Tiembla Santiago y se inunda La Habana

Hola:-)

Gracias a la Web, el pasado año conocí a una villaclareña trabajadora de Copextel, con la cual seguro establecí conversación en Venezuela durante el cumplimiento de nuestras misiones, al final de la primera década de este siglo. Ahora, producto de la combinación de lluvias frecuentes por la cola del caimán y terremotos persistentes en su cabeza, no es para menos que nos preocupemos los cubanos y ella, para no quedar expectativa, sin otro remedio como el de un animalito —no sé con cual la podría comparar— en el bosque, que no sabe lo que está pasando encima y sobre él, o no ser presa de las especulaciones callejeras, me escribió para saber. En el intercambio de mensajes me contó unas anécdotas que me resultaron interesantísimas y a la vez, motivo de satisfacción al percibir la preocupación de paisanos que viven en una anatomía, más calmada del caribeño reptil.

Agradecido, les ofresco sus palabras.

Saludos;-)

Por Marta Díaz Jiménez


Mapa de CubaLlueve mucho en occidente, el mar salta el malecón los edificios se inundan y las casas flojas en peligro de derrumbe esperan temerosas que pase el temporal; pero resulta que también la tierra tiembla en este cachito de isla del Mar Caribe, por allá por el oriente y no es difícil imaginar la preocupación y zozobra que tenemos todos los isleños.

Los de aquí del centro, esperando el agua y el frío, mirando preocupados lo que se nos viene encima e imaginándonos la inestabilidad terráquea sufrida por los orientales, porque por estas tierras no se acostumbran esos devaneos terrestres.

Solidarizándome con mis amigos orientales ya que aquí en Villa Clara nunca he sentido ninguno y recordando mi estreno en esas sensaciones, pues apenas al llegar a Caracas en una noche de calor, y aun sin ventilador para calmar mi menopausia, saqué la cama para el balcón y me encontraba como en Tropicana durmiendo plácidamente bajo las estrellas cuando me despertó un batuqueo de 4, 7. Suficiente para que solita empujara la cama, armara una cartera con lo mínimo indispensable, me vistiera de ropa de calle, despertara a todo el mundo en la casa y saliera corriendo por las escaleras para ubicarme en el patio del condominio, calculando antes el lugar donde no fuera a parar el resto de ningún edificio. Eso fue famoso porque un espirituano con bastante imaginación y jocosidad que vivía en la misma casa se despertó diciendo, que mientras mejor tenía el sueño y la rubia que tenía encima más se movía, yo le tumbaba la puerta del cuarto y lo sacaba de su idilio.

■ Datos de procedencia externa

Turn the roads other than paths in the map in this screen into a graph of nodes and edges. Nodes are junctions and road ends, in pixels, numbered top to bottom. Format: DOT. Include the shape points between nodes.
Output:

Al otro día al llegar al trabajo, fueron varias las historias, aunque también hubo alguno que solo se enteró por los cuentos de los demás. Otro compañero había comprado recientemente un televisor de 32 pulgadas, el cual tenía embalado con el objetivo de enviarlo para Cuba, conversó muy seriamente con él y le planteó que en momento semejante debía decidir por la integridad física de solo uno y que por tanto al televisor le correspondía esperar por su turno de evacuación en un segundo momento, pero que le prometía de forma solemne que no iba a sufrir ninguno más dentro de ese edificio en un 7mo piso, promesa cumplida pues se pasó el televisor varios días paseando en la camioneta del trabajo por toda Caracas, hasta que logró llegar a su destino final.

Después de ese fueron muchos de valores diferentes hasta casi llegar a 6. Vi edificios moverse como mantequilla derritiéndose y hasta un día pensé que el metro se saldría del carril, es normal que existan temblores por allá; más debo reconocer que en Venezuela los temblores me sacaban de paso, y que cuando empezaba el meneo me volvía más sensible que el mejor detector de Funvisis y mantenía la página abierta todo el tiempo haciéndole competencia en el record de los sismos.

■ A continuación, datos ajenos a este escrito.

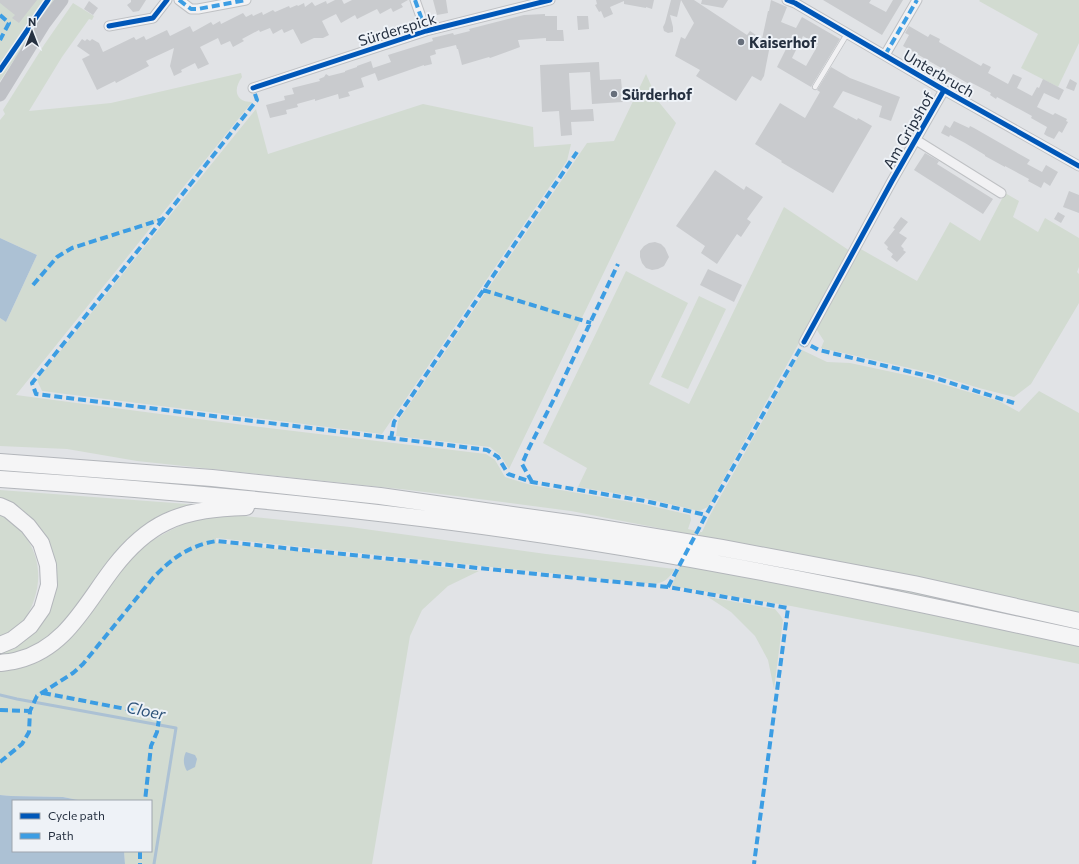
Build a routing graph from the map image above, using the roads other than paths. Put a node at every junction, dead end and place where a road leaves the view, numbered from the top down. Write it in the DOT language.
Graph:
graph roads {
  1 [pos="62,0"];
  2 [pos="167,0"];
  3 [pos="179,0"];
  4 [pos="246,0"];
  5 [pos="415,0"];
  6 [pos="550,0"];
  7 [pos="787,0"];
  8 [pos="917,0"];
  9 [pos="109,26"];
  10 [pos="426,31"];
  11 [pos="847,34"];
  12 [pos="884,56"];
  13 [pos="253,88"];
  14 [pos="815,88"];
  15 [pos="944,90"];
  16 [pos="0,95"];
  17 [pos="916,140"];
  18 [pos="1079,166"];
  19 [pos="1001,193"];
  20 [pos="804,342"];
  21 [pos="0,462"];
  22 [pos="0,479"];
  23 [pos="279,502"];
  24 [pos="0,506"];
  25 [pos="1079,621"];
  26 [pos="1079,638"];
  27 [pos="0,645"];
  28 [pos="0,663"];
  1 -- 16 [label="main road"];
  2 -- 9 [label="street"];
  3 -- 4 [label="street"];
  5 -- 10 [label="street"];
  6 -- 10 [label="street, Sürderspick"];
  7 -- 11 [label="street, Unterbruch"];
  8 -- 12 [label="street"];
  10 -- 13 [label="street, Sürderspick"];
  11 -- 12 [label="street, Unterbruch"];
  11 -- 14 [label="lane"];
  12 -- 15 [label="street, Unterbruch"];
  15 -- 17 [label="street, Am Gripshof"];
  15 -- 18 [label="street, Unterbruch"];
  17 -- 19 [label="street, Am Gripshof"];
  17 -- 20 [label="street, Am Gripshof"];
  21 -- 25 [label="highway"];
  22 -- 23 [label="highway"];
  23 -- 26 [label="highway"];
  23 -- 28 [label="highway"];
  24 -- 27 [label="highway"];
}
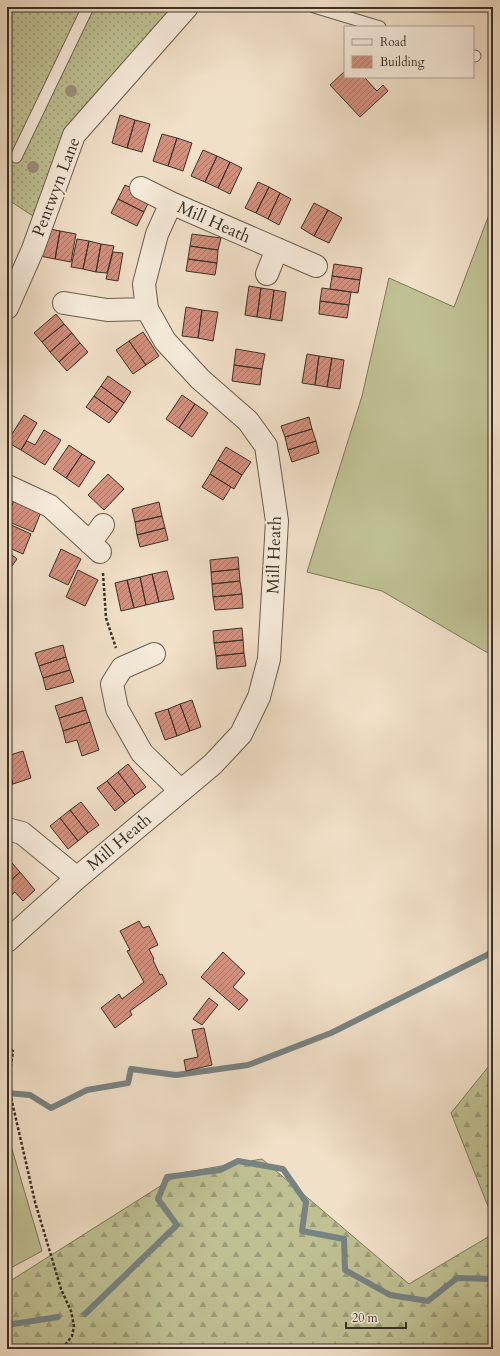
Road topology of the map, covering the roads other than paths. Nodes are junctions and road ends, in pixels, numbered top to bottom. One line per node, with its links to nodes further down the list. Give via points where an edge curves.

Se bien que son impredecibles, sin horarios ni localización previa, y que además siempre asustan, mas debemos seguir viviendo aunque con precaución hasta que todo se normalice, cuidando nuestra integridad personal y familiar, y ojala la situación no se nos complique ni en Santiago ni en La Habana, porque al final todo el país se perjudica y nosotros los cubanos no nos merecemos tantos males.